All of the above (especially the last 3) really trigger memories and feelings of the situation back in its time.

 

The more years I go back the more naïve I was, and everything was more simple. All I thought about was waking up every morning and going to school (or camp), finishing around noon and then going home. I didn't worry much and at my free time I'd either play the piano, watch anime, exercise or learn something (for example, a language).

 

These days it's all about work, being on time, accomplishing tasks, getting a girlfriend, starting something.... or so it seems... because it is stressing me out some times.

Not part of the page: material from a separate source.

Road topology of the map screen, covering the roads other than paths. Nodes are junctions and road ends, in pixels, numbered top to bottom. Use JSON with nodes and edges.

Because of all of that I barely have free time when I get back home everyday at 20:00 and need to wake up at 7:00. When I get back home I need to take the dog for a walk and I priorities working out, and by the time I finish having a shower afterwards it is close to 23:00. Then I just want to chill after this long day and spend time on YouTube or anime (mostly weekends).

 

So sometimes during the day I might encounter some stimuli that can trigger a memory - could be nostalgic, something I was once obsessed with, could bring me back to a phase I liked in my life... And I would immediately try to push it away.

I might start hearing in my head the tune of a song that carries lots of emotions for me (an outro of an anime I've seen) and bring me back to those moments. I try suppressing it because life ain't like that anymore!

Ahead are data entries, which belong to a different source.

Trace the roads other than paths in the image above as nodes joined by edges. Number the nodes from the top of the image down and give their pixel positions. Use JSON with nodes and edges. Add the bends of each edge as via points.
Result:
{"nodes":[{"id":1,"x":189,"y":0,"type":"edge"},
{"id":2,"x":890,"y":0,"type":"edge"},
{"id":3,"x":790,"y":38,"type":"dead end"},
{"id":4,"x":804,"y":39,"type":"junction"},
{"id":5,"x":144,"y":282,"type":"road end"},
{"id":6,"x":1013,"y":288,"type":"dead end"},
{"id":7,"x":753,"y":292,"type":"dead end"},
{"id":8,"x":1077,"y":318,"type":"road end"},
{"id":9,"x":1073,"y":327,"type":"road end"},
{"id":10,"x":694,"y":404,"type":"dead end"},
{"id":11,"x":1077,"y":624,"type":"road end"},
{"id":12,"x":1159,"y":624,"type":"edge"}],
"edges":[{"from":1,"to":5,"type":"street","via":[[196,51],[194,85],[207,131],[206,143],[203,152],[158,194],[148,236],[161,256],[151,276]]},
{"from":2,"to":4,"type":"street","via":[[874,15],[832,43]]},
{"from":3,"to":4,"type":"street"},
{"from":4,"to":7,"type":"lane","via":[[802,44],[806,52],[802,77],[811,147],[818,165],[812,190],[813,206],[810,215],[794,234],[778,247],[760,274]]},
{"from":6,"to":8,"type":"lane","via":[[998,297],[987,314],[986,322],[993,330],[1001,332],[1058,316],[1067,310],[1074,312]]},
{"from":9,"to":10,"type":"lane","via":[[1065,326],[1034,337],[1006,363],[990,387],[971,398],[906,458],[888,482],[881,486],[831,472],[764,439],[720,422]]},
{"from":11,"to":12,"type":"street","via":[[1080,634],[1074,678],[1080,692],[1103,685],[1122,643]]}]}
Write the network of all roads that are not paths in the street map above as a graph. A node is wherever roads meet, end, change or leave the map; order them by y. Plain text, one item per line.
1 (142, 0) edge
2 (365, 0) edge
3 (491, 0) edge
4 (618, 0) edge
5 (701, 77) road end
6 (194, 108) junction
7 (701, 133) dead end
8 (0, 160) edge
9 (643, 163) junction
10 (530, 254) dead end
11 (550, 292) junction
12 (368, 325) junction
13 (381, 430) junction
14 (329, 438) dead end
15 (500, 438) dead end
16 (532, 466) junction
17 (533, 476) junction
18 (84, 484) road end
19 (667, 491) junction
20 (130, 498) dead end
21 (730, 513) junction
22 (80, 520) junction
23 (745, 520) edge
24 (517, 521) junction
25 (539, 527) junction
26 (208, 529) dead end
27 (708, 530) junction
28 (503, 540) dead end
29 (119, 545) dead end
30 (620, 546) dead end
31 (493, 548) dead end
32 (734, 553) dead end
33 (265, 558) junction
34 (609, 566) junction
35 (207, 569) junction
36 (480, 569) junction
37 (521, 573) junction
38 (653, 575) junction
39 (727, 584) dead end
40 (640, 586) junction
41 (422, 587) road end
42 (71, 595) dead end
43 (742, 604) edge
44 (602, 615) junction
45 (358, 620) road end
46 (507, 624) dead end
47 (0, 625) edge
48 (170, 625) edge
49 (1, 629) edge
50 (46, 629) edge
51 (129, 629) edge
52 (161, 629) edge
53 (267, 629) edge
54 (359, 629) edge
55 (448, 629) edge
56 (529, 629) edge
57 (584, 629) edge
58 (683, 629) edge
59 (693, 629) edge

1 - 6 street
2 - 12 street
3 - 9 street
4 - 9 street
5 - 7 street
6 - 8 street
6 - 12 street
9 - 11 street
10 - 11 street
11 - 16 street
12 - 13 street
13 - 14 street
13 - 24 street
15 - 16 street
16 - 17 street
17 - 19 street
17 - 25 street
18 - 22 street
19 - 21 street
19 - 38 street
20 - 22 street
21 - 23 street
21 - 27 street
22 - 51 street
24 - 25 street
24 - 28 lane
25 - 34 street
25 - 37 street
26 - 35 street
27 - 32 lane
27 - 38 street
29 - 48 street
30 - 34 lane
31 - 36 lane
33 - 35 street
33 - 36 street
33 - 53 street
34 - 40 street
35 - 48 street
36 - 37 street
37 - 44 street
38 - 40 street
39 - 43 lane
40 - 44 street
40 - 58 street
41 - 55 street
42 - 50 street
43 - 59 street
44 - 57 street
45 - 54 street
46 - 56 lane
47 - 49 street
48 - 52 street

Life ain't that simple that I can just reminisce on those moments and forget my current situation!

I used to love playing that song on the piano with lots of emotions... but now it is just overwhelming because I haven't touched the piano for a long time already.

I don't want all those emotions to rise up... This might be Overwhelment (thoughts about lots of emotions).

 

I wish I had more time to catch up and be great like I used to be. All those self referential thoughts, damn.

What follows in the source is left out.